***** Data extracts
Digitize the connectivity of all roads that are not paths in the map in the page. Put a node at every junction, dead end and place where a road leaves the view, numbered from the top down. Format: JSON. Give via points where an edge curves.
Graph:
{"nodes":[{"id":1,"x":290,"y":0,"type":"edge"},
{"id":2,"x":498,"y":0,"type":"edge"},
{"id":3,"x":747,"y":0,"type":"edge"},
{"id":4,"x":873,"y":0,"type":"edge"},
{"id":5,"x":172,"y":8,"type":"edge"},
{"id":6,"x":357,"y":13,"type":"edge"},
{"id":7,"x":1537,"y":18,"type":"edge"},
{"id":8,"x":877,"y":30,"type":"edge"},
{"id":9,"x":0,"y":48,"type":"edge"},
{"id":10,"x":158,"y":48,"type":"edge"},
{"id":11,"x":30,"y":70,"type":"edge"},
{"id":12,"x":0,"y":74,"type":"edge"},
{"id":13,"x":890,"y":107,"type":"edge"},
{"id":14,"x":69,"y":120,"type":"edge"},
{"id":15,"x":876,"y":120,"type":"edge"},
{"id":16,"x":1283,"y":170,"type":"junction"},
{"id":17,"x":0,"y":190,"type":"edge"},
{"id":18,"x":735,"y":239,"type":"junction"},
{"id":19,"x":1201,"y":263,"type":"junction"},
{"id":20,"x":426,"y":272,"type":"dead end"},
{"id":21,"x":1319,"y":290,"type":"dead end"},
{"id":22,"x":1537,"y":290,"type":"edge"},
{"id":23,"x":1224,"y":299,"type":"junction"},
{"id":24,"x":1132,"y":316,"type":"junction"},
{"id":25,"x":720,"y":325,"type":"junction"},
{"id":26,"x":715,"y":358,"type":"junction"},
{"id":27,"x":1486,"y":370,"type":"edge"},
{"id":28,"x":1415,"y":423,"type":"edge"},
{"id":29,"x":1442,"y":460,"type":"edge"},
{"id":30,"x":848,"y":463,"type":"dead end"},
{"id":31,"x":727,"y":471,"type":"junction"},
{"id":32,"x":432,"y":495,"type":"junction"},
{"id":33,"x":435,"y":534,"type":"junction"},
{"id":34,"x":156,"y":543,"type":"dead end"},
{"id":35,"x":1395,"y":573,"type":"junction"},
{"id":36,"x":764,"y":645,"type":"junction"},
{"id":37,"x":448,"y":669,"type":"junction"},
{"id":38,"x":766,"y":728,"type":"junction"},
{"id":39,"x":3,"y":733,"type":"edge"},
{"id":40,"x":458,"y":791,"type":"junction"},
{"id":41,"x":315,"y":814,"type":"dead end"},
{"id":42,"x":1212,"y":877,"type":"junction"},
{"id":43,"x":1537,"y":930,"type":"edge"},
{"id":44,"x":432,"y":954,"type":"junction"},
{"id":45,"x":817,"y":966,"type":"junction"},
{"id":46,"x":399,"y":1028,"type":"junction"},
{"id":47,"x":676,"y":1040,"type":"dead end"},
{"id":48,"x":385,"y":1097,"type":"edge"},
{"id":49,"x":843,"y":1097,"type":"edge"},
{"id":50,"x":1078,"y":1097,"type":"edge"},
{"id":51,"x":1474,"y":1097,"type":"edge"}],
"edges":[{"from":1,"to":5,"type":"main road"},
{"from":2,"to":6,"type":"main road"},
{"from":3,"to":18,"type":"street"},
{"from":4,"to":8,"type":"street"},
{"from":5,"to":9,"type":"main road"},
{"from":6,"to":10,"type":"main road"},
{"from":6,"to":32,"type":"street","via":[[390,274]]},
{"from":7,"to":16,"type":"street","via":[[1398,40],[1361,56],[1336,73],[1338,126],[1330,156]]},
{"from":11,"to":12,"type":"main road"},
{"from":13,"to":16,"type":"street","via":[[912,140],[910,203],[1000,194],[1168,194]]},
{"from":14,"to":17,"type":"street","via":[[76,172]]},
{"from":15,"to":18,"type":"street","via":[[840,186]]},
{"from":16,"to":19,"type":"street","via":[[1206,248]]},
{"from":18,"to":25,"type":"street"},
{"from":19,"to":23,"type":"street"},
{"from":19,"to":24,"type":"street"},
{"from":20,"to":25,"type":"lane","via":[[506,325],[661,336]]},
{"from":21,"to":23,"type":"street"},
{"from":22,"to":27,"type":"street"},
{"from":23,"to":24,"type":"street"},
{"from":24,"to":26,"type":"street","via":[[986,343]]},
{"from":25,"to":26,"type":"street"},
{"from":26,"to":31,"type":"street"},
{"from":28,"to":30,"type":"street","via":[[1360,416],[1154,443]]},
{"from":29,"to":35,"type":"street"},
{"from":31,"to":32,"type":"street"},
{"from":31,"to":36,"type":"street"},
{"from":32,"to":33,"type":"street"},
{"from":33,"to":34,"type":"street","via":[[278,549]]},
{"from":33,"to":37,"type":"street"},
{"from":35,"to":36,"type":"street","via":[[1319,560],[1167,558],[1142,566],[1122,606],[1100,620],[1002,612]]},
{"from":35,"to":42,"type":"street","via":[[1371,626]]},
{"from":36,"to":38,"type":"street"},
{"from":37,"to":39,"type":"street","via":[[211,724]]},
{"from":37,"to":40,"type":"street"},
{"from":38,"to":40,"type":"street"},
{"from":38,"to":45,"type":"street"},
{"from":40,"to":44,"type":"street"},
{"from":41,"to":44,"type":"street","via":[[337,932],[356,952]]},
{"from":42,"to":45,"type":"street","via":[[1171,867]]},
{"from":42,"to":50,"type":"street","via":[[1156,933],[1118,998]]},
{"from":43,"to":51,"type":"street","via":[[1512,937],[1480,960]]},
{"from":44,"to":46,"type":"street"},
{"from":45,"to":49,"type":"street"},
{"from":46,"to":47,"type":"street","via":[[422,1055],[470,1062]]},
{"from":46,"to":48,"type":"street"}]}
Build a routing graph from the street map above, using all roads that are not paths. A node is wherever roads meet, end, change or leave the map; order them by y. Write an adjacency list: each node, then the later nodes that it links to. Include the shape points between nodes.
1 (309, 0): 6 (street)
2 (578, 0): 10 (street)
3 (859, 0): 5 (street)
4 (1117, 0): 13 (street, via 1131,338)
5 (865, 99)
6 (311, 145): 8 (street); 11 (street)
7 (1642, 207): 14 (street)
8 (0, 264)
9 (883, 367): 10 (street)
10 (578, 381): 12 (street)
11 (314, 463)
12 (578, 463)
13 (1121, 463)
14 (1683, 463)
**********
◆ **What you will do**
Wherever the string "nodes" occurs in the data, copy the line that holds it.

◆ **Exercise result**
{"nodes":[{"id":1,"x":290,"y":0,"type":"edge"},
Build a routing graph from the street map above, using all roads that are not paths. A node is wherever roads meet, end, change or leave the map; order them by y. Write an adjacency list: each node, then the later nodes that it links to. Include the shape points between nodes.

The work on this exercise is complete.